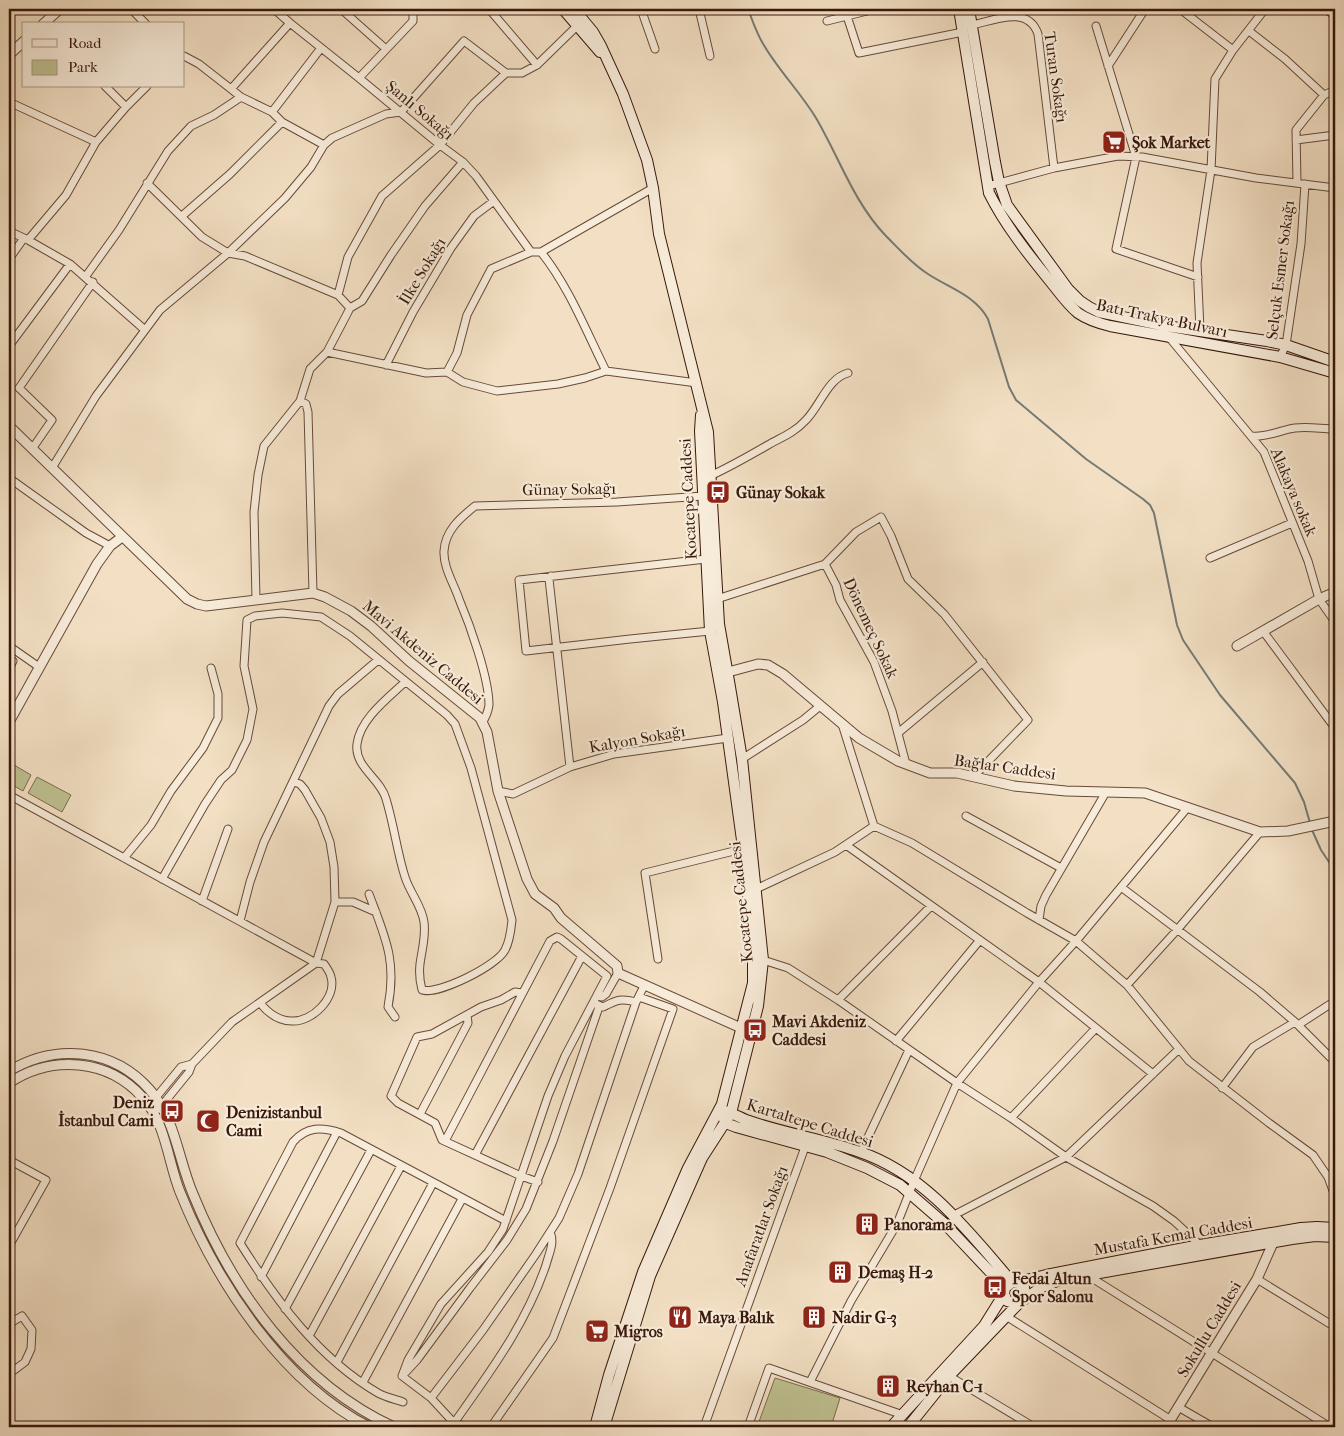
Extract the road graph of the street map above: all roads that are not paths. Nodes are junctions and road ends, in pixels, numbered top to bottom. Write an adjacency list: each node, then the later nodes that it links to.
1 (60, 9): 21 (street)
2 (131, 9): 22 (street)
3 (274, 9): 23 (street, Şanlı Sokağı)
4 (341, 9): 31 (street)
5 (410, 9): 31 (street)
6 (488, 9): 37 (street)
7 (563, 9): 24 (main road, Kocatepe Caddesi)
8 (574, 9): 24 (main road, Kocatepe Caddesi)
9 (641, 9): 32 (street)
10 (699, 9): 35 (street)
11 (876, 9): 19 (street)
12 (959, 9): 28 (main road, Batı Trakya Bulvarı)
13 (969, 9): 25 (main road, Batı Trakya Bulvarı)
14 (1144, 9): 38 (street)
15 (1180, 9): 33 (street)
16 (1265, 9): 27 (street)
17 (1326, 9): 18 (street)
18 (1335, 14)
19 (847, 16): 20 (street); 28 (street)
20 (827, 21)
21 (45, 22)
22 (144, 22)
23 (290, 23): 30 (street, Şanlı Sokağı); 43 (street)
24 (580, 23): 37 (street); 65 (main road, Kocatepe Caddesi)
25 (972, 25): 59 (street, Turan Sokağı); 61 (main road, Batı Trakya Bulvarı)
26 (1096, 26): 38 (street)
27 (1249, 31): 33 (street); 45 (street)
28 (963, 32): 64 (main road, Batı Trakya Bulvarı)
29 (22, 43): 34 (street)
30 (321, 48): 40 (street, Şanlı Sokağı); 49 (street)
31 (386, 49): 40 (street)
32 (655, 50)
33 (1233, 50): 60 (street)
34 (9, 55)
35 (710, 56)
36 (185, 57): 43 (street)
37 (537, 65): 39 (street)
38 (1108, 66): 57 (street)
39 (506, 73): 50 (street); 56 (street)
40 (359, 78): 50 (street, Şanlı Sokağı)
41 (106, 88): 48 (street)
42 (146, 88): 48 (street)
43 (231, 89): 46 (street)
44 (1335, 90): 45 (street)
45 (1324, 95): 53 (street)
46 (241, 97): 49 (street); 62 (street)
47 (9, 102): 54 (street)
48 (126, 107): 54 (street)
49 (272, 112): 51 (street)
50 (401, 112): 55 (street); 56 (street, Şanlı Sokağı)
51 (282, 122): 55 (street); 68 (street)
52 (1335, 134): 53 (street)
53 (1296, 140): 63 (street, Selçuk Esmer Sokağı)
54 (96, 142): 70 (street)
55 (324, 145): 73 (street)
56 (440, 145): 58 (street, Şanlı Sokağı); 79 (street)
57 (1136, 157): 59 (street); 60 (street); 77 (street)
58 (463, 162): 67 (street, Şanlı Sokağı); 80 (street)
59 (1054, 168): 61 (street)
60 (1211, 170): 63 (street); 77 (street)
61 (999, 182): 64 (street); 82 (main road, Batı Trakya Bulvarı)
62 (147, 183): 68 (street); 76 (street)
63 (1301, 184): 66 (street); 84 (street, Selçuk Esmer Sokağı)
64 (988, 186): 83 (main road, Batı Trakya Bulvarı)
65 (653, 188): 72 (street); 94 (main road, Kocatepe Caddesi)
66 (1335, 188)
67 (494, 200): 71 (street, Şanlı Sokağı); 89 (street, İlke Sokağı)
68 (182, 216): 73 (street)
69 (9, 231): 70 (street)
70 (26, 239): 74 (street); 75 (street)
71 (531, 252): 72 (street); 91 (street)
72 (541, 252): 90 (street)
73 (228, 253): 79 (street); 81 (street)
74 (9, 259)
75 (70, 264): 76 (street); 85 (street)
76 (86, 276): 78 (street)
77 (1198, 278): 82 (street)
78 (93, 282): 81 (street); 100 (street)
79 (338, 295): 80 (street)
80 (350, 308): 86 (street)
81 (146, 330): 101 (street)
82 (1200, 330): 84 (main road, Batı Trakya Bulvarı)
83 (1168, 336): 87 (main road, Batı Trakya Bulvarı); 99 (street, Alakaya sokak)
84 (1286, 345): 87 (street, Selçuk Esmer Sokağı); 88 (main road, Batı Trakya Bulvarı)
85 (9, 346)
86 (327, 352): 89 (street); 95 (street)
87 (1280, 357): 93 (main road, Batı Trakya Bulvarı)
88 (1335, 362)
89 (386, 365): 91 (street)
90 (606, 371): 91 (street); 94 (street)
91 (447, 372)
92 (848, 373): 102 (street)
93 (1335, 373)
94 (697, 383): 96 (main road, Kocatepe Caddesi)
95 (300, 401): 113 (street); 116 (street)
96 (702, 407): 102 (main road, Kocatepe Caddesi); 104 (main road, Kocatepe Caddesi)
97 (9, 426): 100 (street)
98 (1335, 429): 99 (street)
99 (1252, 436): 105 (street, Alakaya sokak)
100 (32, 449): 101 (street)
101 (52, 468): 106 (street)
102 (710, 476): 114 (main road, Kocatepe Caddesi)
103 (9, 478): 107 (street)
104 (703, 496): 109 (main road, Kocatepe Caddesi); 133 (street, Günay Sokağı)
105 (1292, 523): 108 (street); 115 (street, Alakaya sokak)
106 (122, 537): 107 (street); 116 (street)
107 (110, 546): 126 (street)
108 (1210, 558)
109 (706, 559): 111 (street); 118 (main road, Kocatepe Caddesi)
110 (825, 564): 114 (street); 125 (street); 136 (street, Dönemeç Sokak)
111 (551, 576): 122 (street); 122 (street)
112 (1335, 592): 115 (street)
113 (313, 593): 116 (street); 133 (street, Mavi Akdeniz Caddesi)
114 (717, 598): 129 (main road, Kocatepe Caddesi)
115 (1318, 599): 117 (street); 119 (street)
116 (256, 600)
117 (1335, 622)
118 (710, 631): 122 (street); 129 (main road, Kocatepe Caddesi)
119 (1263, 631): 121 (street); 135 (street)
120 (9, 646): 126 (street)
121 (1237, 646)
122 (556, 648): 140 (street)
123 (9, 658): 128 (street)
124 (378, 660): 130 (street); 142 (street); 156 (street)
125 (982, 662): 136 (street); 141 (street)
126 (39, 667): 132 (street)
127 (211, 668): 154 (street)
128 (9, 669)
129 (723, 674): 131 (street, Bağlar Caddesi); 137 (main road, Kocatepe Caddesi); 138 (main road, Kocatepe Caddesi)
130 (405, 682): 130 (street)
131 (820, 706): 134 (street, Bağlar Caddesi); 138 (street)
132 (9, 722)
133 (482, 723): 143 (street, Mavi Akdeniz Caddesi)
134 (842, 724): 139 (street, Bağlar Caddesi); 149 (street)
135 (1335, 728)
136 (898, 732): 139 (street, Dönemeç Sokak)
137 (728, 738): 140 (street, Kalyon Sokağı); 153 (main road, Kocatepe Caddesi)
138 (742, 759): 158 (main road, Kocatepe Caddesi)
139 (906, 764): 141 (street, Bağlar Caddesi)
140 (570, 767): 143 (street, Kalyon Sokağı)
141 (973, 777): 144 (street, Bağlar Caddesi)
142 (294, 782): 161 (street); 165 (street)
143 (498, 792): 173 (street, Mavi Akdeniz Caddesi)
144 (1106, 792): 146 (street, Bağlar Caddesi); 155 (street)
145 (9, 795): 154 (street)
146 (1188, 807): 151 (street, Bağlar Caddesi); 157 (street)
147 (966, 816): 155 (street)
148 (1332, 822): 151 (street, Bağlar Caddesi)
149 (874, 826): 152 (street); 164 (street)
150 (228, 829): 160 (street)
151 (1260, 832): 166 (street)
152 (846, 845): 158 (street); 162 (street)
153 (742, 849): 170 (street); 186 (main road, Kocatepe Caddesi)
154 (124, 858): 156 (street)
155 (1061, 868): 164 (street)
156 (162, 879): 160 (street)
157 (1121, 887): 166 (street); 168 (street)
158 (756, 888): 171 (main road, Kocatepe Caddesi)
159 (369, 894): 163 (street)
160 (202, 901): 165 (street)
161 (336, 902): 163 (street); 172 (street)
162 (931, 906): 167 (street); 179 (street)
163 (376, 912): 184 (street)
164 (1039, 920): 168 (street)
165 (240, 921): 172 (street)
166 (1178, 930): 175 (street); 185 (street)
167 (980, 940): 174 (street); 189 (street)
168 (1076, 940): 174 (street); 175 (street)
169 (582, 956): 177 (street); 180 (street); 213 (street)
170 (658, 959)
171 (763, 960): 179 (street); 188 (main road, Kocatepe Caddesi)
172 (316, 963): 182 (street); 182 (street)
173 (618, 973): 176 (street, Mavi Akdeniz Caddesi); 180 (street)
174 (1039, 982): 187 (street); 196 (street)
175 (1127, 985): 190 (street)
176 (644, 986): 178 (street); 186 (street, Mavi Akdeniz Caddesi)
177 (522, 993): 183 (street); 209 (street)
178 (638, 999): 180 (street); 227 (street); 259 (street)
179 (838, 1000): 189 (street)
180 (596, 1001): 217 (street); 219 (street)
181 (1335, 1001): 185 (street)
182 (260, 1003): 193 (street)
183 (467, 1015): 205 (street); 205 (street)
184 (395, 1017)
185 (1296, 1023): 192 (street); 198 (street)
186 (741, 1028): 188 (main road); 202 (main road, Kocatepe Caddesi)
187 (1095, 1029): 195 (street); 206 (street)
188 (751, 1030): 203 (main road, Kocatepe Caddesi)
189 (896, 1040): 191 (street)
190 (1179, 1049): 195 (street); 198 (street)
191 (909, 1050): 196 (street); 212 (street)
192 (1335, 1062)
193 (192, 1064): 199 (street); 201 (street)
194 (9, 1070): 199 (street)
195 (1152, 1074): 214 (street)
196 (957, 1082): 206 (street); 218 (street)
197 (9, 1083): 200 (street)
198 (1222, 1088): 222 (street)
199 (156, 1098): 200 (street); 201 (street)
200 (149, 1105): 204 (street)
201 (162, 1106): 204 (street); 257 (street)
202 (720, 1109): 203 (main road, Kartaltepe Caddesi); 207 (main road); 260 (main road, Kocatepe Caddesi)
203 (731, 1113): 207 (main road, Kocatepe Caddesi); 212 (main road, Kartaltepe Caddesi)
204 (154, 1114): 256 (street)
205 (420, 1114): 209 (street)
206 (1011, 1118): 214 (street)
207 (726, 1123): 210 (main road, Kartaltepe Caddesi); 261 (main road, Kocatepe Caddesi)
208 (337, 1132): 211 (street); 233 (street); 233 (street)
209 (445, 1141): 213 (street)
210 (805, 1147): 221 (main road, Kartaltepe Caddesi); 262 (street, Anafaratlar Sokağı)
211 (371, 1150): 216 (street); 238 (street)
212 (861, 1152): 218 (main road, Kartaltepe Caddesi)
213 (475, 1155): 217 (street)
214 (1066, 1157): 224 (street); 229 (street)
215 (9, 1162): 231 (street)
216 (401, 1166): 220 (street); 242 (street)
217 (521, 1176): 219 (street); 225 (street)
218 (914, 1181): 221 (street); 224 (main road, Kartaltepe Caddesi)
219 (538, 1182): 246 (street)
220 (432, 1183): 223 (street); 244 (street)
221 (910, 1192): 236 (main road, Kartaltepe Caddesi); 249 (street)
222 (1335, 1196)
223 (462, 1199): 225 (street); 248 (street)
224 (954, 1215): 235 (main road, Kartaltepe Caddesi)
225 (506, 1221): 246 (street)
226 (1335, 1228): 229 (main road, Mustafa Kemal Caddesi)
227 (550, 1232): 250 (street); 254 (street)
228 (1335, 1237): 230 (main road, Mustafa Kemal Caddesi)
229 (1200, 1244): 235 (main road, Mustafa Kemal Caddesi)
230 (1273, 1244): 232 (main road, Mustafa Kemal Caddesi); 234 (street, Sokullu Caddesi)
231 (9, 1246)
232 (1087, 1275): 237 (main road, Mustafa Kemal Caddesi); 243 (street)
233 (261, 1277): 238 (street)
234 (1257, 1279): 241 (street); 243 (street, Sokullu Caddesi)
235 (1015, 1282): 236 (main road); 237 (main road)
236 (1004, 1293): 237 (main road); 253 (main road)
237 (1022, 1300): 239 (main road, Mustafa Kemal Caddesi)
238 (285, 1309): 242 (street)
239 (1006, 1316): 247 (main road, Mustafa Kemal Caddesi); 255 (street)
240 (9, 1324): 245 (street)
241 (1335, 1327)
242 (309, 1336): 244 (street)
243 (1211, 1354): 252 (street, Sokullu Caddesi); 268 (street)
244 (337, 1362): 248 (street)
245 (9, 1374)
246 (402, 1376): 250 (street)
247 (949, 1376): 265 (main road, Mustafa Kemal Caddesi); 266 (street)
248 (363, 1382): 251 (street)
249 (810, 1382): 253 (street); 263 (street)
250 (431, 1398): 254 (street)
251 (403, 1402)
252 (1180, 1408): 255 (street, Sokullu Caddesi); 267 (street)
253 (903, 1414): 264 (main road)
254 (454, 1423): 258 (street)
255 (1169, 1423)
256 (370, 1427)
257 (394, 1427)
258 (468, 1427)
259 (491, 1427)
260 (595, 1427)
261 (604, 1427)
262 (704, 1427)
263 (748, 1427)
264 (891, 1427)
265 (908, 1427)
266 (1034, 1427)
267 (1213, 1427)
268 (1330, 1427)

...

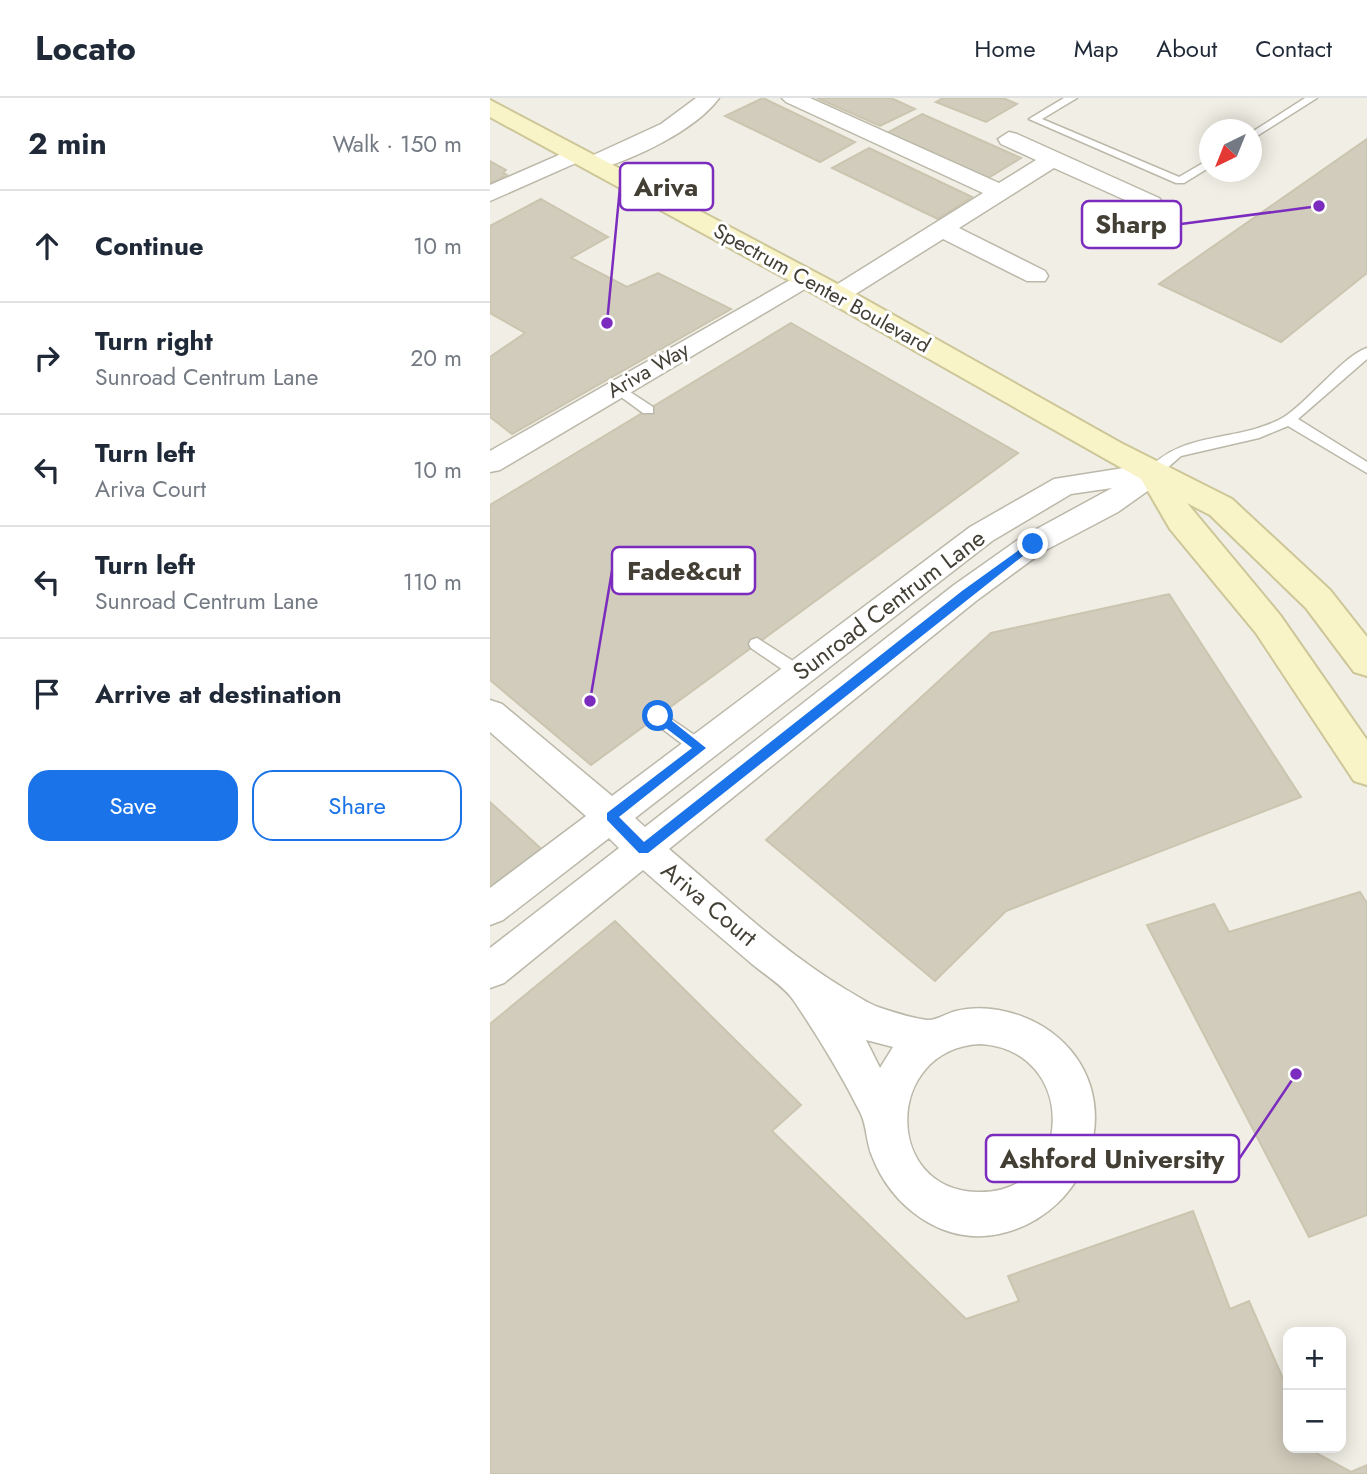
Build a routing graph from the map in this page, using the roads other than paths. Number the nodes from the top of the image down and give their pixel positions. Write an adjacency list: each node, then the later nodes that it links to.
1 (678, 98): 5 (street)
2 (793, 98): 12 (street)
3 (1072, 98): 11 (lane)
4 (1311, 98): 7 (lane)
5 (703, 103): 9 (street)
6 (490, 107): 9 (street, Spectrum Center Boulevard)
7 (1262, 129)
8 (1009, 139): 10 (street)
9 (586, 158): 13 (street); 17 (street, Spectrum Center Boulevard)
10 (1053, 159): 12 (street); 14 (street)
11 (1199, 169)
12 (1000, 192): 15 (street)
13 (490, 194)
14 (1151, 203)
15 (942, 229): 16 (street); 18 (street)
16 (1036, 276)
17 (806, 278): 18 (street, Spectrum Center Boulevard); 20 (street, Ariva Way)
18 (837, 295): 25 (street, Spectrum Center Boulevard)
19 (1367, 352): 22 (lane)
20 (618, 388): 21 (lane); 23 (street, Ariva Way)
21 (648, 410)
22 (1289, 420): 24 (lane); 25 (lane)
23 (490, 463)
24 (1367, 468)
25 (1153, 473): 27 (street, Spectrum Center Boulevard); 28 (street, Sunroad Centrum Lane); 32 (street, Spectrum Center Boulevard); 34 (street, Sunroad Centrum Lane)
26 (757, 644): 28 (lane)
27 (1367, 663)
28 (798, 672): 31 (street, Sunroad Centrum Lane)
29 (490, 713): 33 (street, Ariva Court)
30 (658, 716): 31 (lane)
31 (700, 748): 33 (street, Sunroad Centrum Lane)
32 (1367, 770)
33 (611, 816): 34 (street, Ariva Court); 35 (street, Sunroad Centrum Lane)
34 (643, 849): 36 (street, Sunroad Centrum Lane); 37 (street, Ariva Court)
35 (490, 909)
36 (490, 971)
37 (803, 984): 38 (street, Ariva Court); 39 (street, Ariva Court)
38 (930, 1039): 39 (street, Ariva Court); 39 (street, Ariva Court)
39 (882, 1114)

Exercise prompt
Scan the data above; copy every line where "Akdeniz" appears.

Task response
113 (313, 593): 116 (street); 133 (street, Mavi Akdeniz Caddesi)
133 (482, 723): 143 (street, Mavi Akdeniz Caddesi)
143 (498, 792): 173 (street, Mavi Akdeniz Caddesi)
173 (618, 973): 176 (street, Mavi Akdeniz Caddesi); 180 (street)
176 (644, 986): 178 (street); 186 (street, Mavi Akdeniz Caddesi)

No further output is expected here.